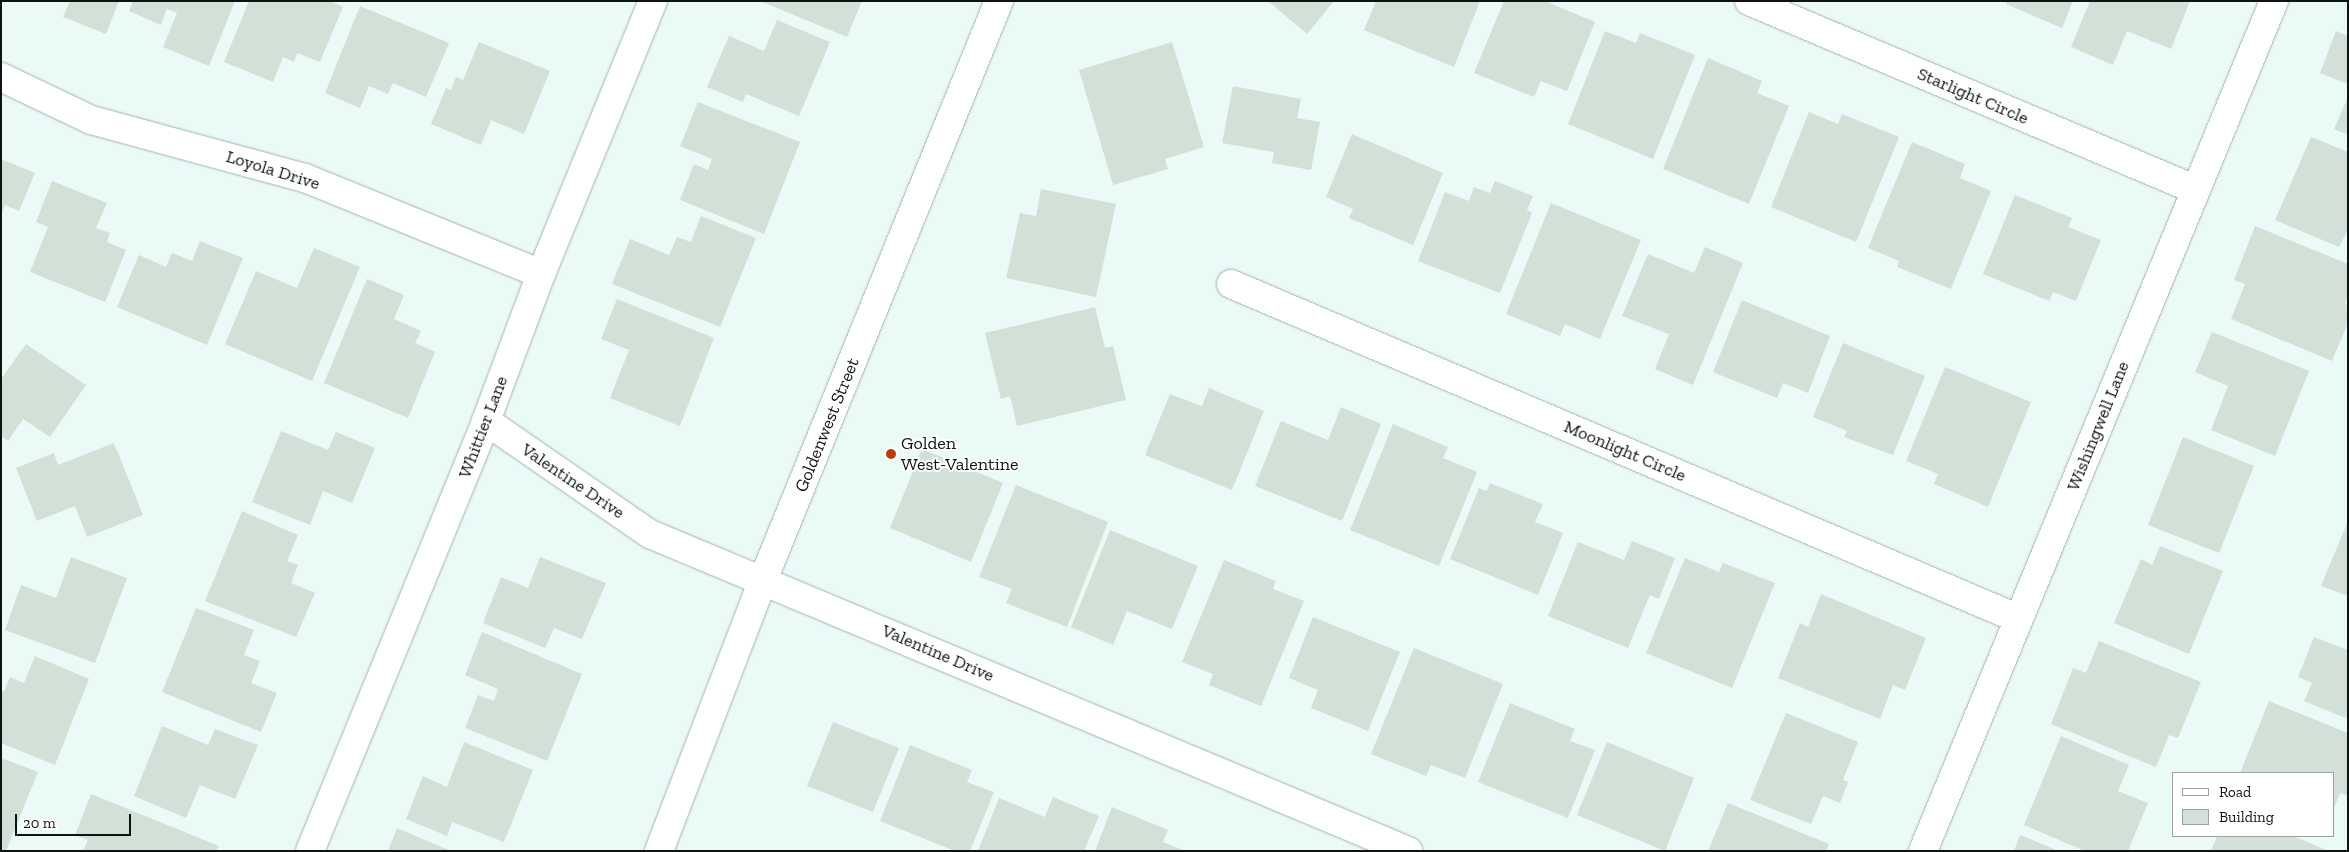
<!DOCTYPE html>
<style>
body{margin:0}
#map{position:relative;width:2349px;height:852px;overflow:hidden;background:#e9faf7;font-family:"Zilla Slab",serif}
div>[style]{position:absolute}
.building>*{inset:0;background:#d3e0d8}
.roads{filter:drop-shadow(0 0 1px #a3b3b1) drop-shadow(0 0 1px #a3b3b1)}
.minor>*{height:28px;margin:-14px;padding:0 14px;transform-origin:14px;border-radius:14px;background:#fff}
.major>*{height:28px;margin:-14px;padding:0 14px;transform-origin:14px;border-radius:14px;background:#fff}
.dots>*{width:14px;height:14px;translate:-50% -50%;box-sizing:border-box;border:2px solid #fff;border-radius:50%}
span{translate:-50% -50%;white-space:nowrap;text-align:center;line-height:1.15;-webkit-text-stroke:4px #fff;paint-order:stroke}
.street-label{font-size:18px;color:#0d1312}
.poi-label{font-size:18px;color:#0d1312}
.left{translate:0 -50%;text-align:left}
.frame{position:absolute;inset:0;border:2px solid #0d1312;pointer-events:none}
.legend{position:absolute;left:2172px;top:772px;width:162px;height:65px;box-sizing:border-box;background:#fff;border:1px solid #9ea1a0;margin:0;padding:6px 9px;list-style:none;font-size:15px;color:#0d1312}
.legend li{display:flex;align-items:center;gap:10px;height:25px}
.legend b{width:25px;border:1px solid #9ea1a0}
.scale{position:absolute;left:15px;top:814px;width:116px;height:22px;box-sizing:border-box;border:2px solid #0d1312;border-top:0;padding-left:6px;font-size:15px;line-height:18px;white-space:nowrap;color:#0d1312;-webkit-text-stroke:4px #fff;paint-order:stroke}
</style>
<div id="map">
<div class="building">
<i style="clip-path:polygon(70px 1px,119px 1px,106px 34px,63px 17px)"></i>
<i style="clip-path:polygon(133px 1px,235px 1px,209px 66px,163px 47px,177px 13px,167px 9px,161px 25px,129px 11px)"></i>
<i style="clip-path:polygon(249px 1px,329px 1px,343px 7px,320px 62px,297px 53px,294px 62px,283px 57px,273px 82px,224px 62px)"></i>
<i style="clip-path:polygon(760px 1px,862px 1px,847px 37px)"></i>
<i style="clip-path:polygon(1268px 1px,1334px 1px,1307px 34px)"></i>
<i style="clip-path:polygon(1376px 1px,1480px 1px,1454px 67px,1364px 30px)"></i>
<i style="clip-path:polygon(1504px 1px,1545px 1px,1595px 22px,1567px 91px,1541px 81px,1534px 97px,1474px 73px)"></i>
<i style="clip-path:polygon(2007px 1px,2073px 1px,2062px 28px,2006px 4px)"></i>
<i style="clip-path:polygon(2090px 1px,2190px 1px,2171px 49px,2127px 31px,2113px 65px,2071px 47px)"></i>
<i style="clip-path:polygon(360px 6px,449px 43px,426px 97px,393px 83px,388px 94px,369px 86px,360px 108px,325px 93px)"></i>
<i style="clip-path:polygon(777px 20px,830px 42px,799px 116px,746px 94px,743px 102px,707px 87px,729px 36px,764px 51px)"></i>
<i style="clip-path:polygon(1605px 31px,1636px 43px,1640px 33px,1695px 55px,1653px 159px,1568px 124px)"></i>
<i style="clip-path:polygon(2336px 31px,2348px 36px,2348px 84px,2320px 73px)"></i>
<i style="clip-path:polygon(479px 42px,550px 71px,524px 134px,491px 120px,481px 145px,431px 124px,446px 88px,451px 90px,456px 77px,463px 80px)"></i>
<i style="clip-path:polygon(1172px 42px,1204px 147px,1165px 159px,1168px 169px,1113px 185px,1079px 70px)"></i>
<i style="clip-path:polygon(1708px 58px,1762px 81px,1757px 93px,1789px 106px,1749px 204px,1663px 169px)"></i>
<i style="clip-path:polygon(1233px 86px,1301px 99px,1297px 118px,1320px 122px,1311px 170px,1272px 163px,1274px 152px,1222px 143px)"></i>
<i style="clip-path:polygon(2348px 97px,2348px 135px,2334px 129px)"></i>
<i style="clip-path:polygon(698px 102px,800px 142px,764px 234px,680px 200px,694px 164px,708px 170px,712px 159px,680px 146px)"></i>
<i style="clip-path:polygon(1809px 112px,1838px 124px,1842px 114px,1899px 137px,1856px 242px,1771px 207px)"></i>
<i style="clip-path:polygon(1352px 134px,1443px 173px,1413px 245px,1349px 218px,1353px 209px,1326px 197px)"></i>
<i style="clip-path:polygon(2311px 137px,2348px 152px,2348px 230px,2339px 247px,2275px 220px)"></i>
<i style="clip-path:polygon(1912px 142px,1965px 164px,1960px 178px,1991px 191px,1951px 289px,1897px 267px,1899px 261px,1868px 248px)"></i>
<i style="clip-path:polygon(1px 159px,35px 173px,19px 211px,5px 205px,1px 215px)"></i>
<i style="clip-path:polygon(52px 181px,107px 203px,96px 228px,110px 233px,107px 242px,126px 250px,105px 302px,30px 272px,48px 227px,36px 222px)"></i>
<i style="clip-path:polygon(1495px 181px,1533px 196px,1527px 210px,1532px 213px,1500px 293px,1418px 261px,1445px 192px,1469px 201px,1474px 187px,1490px 193px)"></i>
<i style="clip-path:polygon(1041px 189px,1116px 204px,1096px 297px,1006px 278px,1020px 213px,1036px 216px)"></i>
<i style="clip-path:polygon(2015px 195px,2072px 218px,2068px 227px,2101px 240px,2076px 301px,2053px 292px,2049px 301px,1983px 274px)"></i>
<i style="clip-path:polygon(1551px 203px,1641px 240px,1600px 339px,1565px 324px,1560px 336px,1506px 314px)"></i>
<i style="clip-path:polygon(701px 216px,756px 238px,720px 327px,612px 284px,630px 239px,669px 255px,677px 237px,691px 242px)"></i>
<i style="clip-path:polygon(2255px 226px,2348px 264px,2348px 297px,2345px 304px,2348px 305px,2348px 323px,2332px 361px,2231px 319px,2245px 284px,2234px 280px)"></i>
<i style="clip-path:polygon(200px 241px,243px 258px,207px 345px,117px 307px,139px 255px,166px 267px,172px 253px,192px 261px)"></i>
<i style="clip-path:polygon(1705px 247px,1743px 263px,1693px 385px,1655px 369px,1669px 334px,1622px 316px,1648px 254px,1694px 273px)"></i>
<i style="clip-path:polygon(314px 248px,360px 267px,312px 381px,225px 344px,256px 271px,297px 288px)"></i>
<i style="clip-path:polygon(367px 279px,404px 295px,394px 319px,421px 331px,415px 343px,435px 352px,408px 418px,324px 383px)"></i>
<i style="clip-path:polygon(617px 299px,714px 338px,680px 426px,610px 398px,629px 350px,601px 339px)"></i>
<i style="clip-path:polygon(1742px 300px,1830px 336px,1808px 393px,1783px 383px,1777px 398px,1713px 372px)"></i>
<i style="clip-path:polygon(1095px 307px,1105px 348px,1113px 346px,1126px 400px,1017px 426px,1010px 396px,1001px 399px,985px 333px)"></i>
<i style="clip-path:polygon(2212px 332px,2309px 371px,2275px 456px,2211px 430px,2228px 386px,2195px 372px)"></i>
<i style="clip-path:polygon(1843px 343px,1925px 376px,1893px 455px,1844px 437px,1847px 431px,1813px 417px)"></i>
<i style="clip-path:polygon(26px 344px,86px 385px,50px 437px,23px 419px,8px 441px,1px 436px,1px 379px)"></i>
<i style="clip-path:polygon(1945px 367px,2031px 402px,1988px 507px,1934px 484px,1938px 474px,1906px 461px)"></i>
<i style="clip-path:polygon(1209px 388px,1264px 411px,1232px 490px,1145px 455px,1170px 394px,1202px 406px)"></i>
<i style="clip-path:polygon(1341px 407px,1381px 424px,1342px 521px,1255px 486px,1281px 421px,1328px 440px)"></i>
<i style="clip-path:polygon(1393px 424px,1448px 447px,1443px 458px,1477px 472px,1439px 566px,1350px 530px)"></i>
<i style="clip-path:polygon(281px 431px,328px 450px,336px 432px,375px 448px,352px 503px,323px 491px,310px 525px,252px 502px)"></i>
<i style="clip-path:polygon(2183px 437px,2254px 466px,2219px 553px,2148px 525px)"></i>
<i style="clip-path:polygon(114px 443px,143px 515px,87px 537px,75px 506px,37px 521px,16px 468px,54px 453px,58px 465px)"></i>
<i style="clip-path:polygon(922px 449px,1003px 483px,971px 562px,890px 528px)"></i>
<i style="clip-path:polygon(1490px 483px,1543px 504px,1535px 522px,1563px 533px,1538px 595px,1450px 559px,1479px 488px,1487px 491px)"></i>
<i style="clip-path:polygon(1016px 485px,1108px 522px,1067px 627px,1006px 603px,1012px 589px,979px 577px)"></i>
<i style="clip-path:polygon(242px 511px,298px 535px,287px 561px,298px 565px,291px 583px,315px 593px,296px 637px,205px 601px)"></i>
<i style="clip-path:polygon(2348px 521px,2348px 596px,2321px 586px)"></i>
<i style="clip-path:polygon(1110px 530px,1198px 566px,1172px 629px,1127px 611px,1113px 645px,1071px 627px)"></i>
<i style="clip-path:polygon(1632px 541px,1675px 558px,1659px 599px,1650px 595px,1628px 648px,1548px 616px,1578px 542px,1624px 560px)"></i>
<i style="clip-path:polygon(2160px 546px,2223px 571px,2189px 654px,2114px 623px,2141px 559px,2152px 565px)"></i>
<i style="clip-path:polygon(71px 557px,127px 578px,95px 663px,5px 630px,21px 585px,56px 598px)"></i>
<i style="clip-path:polygon(540px 557px,606px 583px,582px 639px,554px 628px,545px 648px,483px 623px,501px 577px,528px 588px)"></i>
<i style="clip-path:polygon(1685px 558px,1719px 572px,1723px 563px,1775px 583px,1732px 688px,1646px 653px)"></i>
<i style="clip-path:polygon(1224px 560px,1276px 581px,1273px 589px,1304px 601px,1261px 706px,1209px 685px,1213px 674px,1182px 662px)"></i>
<i style="clip-path:polygon(1821px 594px,1926px 638px,1905px 690px,1893px 685px,1880px 719px,1778px 678px,1800px 623px,1808px 627px)"></i>
<i style="clip-path:polygon(196px 608px,254px 630px,244px 655px,260px 661px,251px 683px,277px 693px,261px 732px,162px 692px)"></i>
<i style="clip-path:polygon(1313px 617px,1400px 652px,1368px 731px,1311px 708px,1318px 690px,1289px 678px)"></i>
<i style="clip-path:polygon(482px 632px,582px 674px,547px 761px,465px 728px,478px 695px,494px 701px,498px 689px,465px 675px)"></i>
<i style="clip-path:polygon(2314px 637px,2348px 650px,2348px 719px,2304px 701px,2312px 683px,2298px 677px)"></i>
<i style="clip-path:polygon(2099px 641px,2201px 682px,2178px 738px,2169px 735px,2156px 767px,2051px 724px,2073px 668px,2086px 673px)"></i>
<i style="clip-path:polygon(1414px 648px,1503px 684px,1465px 778px,1431px 765px,1426px 776px,1371px 754px)"></i>
<i style="clip-path:polygon(35px 656px,89px 679px,55px 765px,1px 743px,1px 691px,4px 692px,10px 677px,24px 683px)"></i>
<i style="clip-path:polygon(2269px 701px,2348px 733px,2348px 796px,2340px 793px,2333px 811px,2333px 773px,2240px 773px)"></i>
<i style="clip-path:polygon(1510px 703px,1575px 729px,1570px 741px,1595px 750px,1568px 818px,1478px 782px)"></i>
<i style="clip-path:polygon(1786px 713px,1858px 742px,1843px 780px,1848px 782px,1840px 803px,1823px 796px,1811px 824px,1750px 800px)"></i>
<i style="clip-path:polygon(833px 722px,899px 748px,873px 812px,807px 786px)"></i>
<i style="clip-path:polygon(162px 726px,208px 745px,215px 729px,258px 745px,235px 799px,200px 785px,186px 818px,134px 796px)"></i>
<i style="clip-path:polygon(2061px 736px,2129px 765px,2118px 791px,2148px 803px,2128px 851px,2085px 851px,2024px 825px)"></i>
<i style="clip-path:polygon(464px 742px,533px 770px,504px 842px,452px 822px,447px 836px,406px 819px,423px 776px,447px 787px)"></i>
<i style="clip-path:polygon(1607px 742px,1694px 778px,1665px 851px,1577px 815px)"></i>
<i style="clip-path:polygon(910px 745px,972px 770px,967px 782px,994px 792px,970px 851px,955px 851px,880px 821px)"></i>
<i style="clip-path:polygon(1px 758px,38px 772px,6px 851px,1px 851px)"></i>
<i style="clip-path:polygon(91px 794px,219px 846px,216px 851px,83px 851px,88px 840px,75px 835px)"></i>
<i style="clip-path:polygon(1053px 797px,1099px 816px,1084px 851px,978px 851px,999px 798px,1045px 817px)"></i>
<i style="clip-path:polygon(1728px 803px,1829px 844px,1826px 851px,1708px 851px)"></i>
<i style="clip-path:polygon(1112px 807px,1168px 830px,1163px 842px,1185px 851px,1095px 851px)"></i>
<i style="clip-path:polygon(397px 828px,451px 851px,388px 851px)"></i>
<i style="clip-path:polygon(2020px 835px,2059px 851px,2014px 851px)"></i>
<i style="clip-path:polygon(2217px 836px,2293px 836px,2324px 849px,2323px 851px,2211px 851px)"></i>
</div>
<div class="roads">
<div class="minor">
<i style="left:1749px;top:1px;width:485px;rotate:22.9deg"></i>
<i style="left:1px;top:77px;width:100px;rotate:25.5deg"></i>
<i style="left:91px;top:120px;width:222px;rotate:15.2deg"></i>
<i style="left:305px;top:178px;width:255px;rotate:22.1deg"></i>
<i style="left:1231px;top:284px;width:856px;rotate:23.03deg"></i>
<i style="left:486px;top:421px;width:199px;rotate:34.6deg"></i>
<i style="left:650px;top:534px;width:822px;rotate:22.69deg"></i>
<i style="left:310px;top:851px;width:465px;rotate:-67.7deg"></i>
<i style="left:486px;top:421px;width:157px;rotate:-69.5deg"></i>
<i style="left:541px;top:274px;width:295px;rotate:-67.7deg"></i>
<i style="left:1923px;top:851px;width:920px;rotate:-67.56deg"></i>
</div>
<div class="major">
<i style="left:659px;top:851px;width:290px;rotate:-69deg"></i>
<i style="left:763px;top:580px;width:625px;rotate:-67.82deg"></i>
</div>
</div>
<div class="dots">
<i style="left:891px;top:454px;background:#c13900"></i>
</div>
<div class="street-label">
<span style="left:1973px;top:96px;rotate:23deg">Starlight Circle</span>
<span style="left:273px;top:170px;rotate:17deg">Loyola Drive</span>
<span style="left:827px;top:425px;rotate:-68deg">Goldenwest Street</span>
<span style="left:2098px;top:426px;rotate:-68deg">Wishingwell Lane</span>
<span style="left:483px;top:427px;rotate:-69deg">Whittier Lane</span>
<span style="left:1625px;top:451px;rotate:23deg">Moonlight Circle</span>
<span style="left:573px;top:481px;rotate:34deg">Valentine Drive</span>
<span style="left:938px;top:653px;rotate:23deg">Valentine Drive</span>
</div>
<div class="poi-label">
<span class="left" style="left:901px;top:454px">Golden<br>West-Valentine</span>
</div>
<div class="frame"></div>
<ul class="legend">
<li><b style="height:6px;background:#fff"></b>Road</li>
<li><b style="height:14px;background:#d3e0d8"></b>Building</li>
</ul>
<div class="scale">20 m</div>
</div>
.....
What you give back should be only the lines of the records above, starting at the line with "594px,1926px 638px,1905px 690px,1893px" and ending at the line with "726px,208px 745px,215px 729px,258px", restated word for word.

WRITTEN ANSWER —
<i style="clip-path:polygon(1821px 594px,1926px 638px,1905px 690px,1893px 685px,1880px 719px,1778px 678px,1800px 623px,1808px 627px)"></i>
<i style="clip-path:polygon(196px 608px,254px 630px,244px 655px,260px 661px,251px 683px,277px 693px,261px 732px,162px 692px)"></i>
<i style="clip-path:polygon(1313px 617px,1400px 652px,1368px 731px,1311px 708px,1318px 690px,1289px 678px)"></i>
<i style="clip-path:polygon(482px 632px,582px 674px,547px 761px,465px 728px,478px 695px,494px 701px,498px 689px,465px 675px)"></i>
<i style="clip-path:polygon(2314px 637px,2348px 650px,2348px 719px,2304px 701px,2312px 683px,2298px 677px)"></i>
<i style="clip-path:polygon(2099px 641px,2201px 682px,2178px 738px,2169px 735px,2156px 767px,2051px 724px,2073px 668px,2086px 673px)"></i>
<i style="clip-path:polygon(1414px 648px,1503px 684px,1465px 778px,1431px 765px,1426px 776px,1371px 754px)"></i>
<i style="clip-path:polygon(35px 656px,89px 679px,55px 765px,1px 743px,1px 691px,4px 692px,10px 677px,24px 683px)"></i>
<i style="clip-path:polygon(2269px 701px,2348px 733px,2348px 796px,2340px 793px,2333px 811px,2333px 773px,2240px 773px)"></i>
<i style="clip-path:polygon(1510px 703px,1575px 729px,1570px 741px,1595px 750px,1568px 818px,1478px 782px)"></i>
<i style="clip-path:polygon(1786px 713px,1858px 742px,1843px 780px,1848px 782px,1840px 803px,1823px 796px,1811px 824px,1750px 800px)"></i>
<i style="clip-path:polygon(833px 722px,899px 748px,873px 812px,807px 786px)"></i>
<i style="clip-path:polygon(162px 726px,208px 745px,215px 729px,258px 745px,235px 799px,200px 785px,186px 818px,134px 796px)"></i>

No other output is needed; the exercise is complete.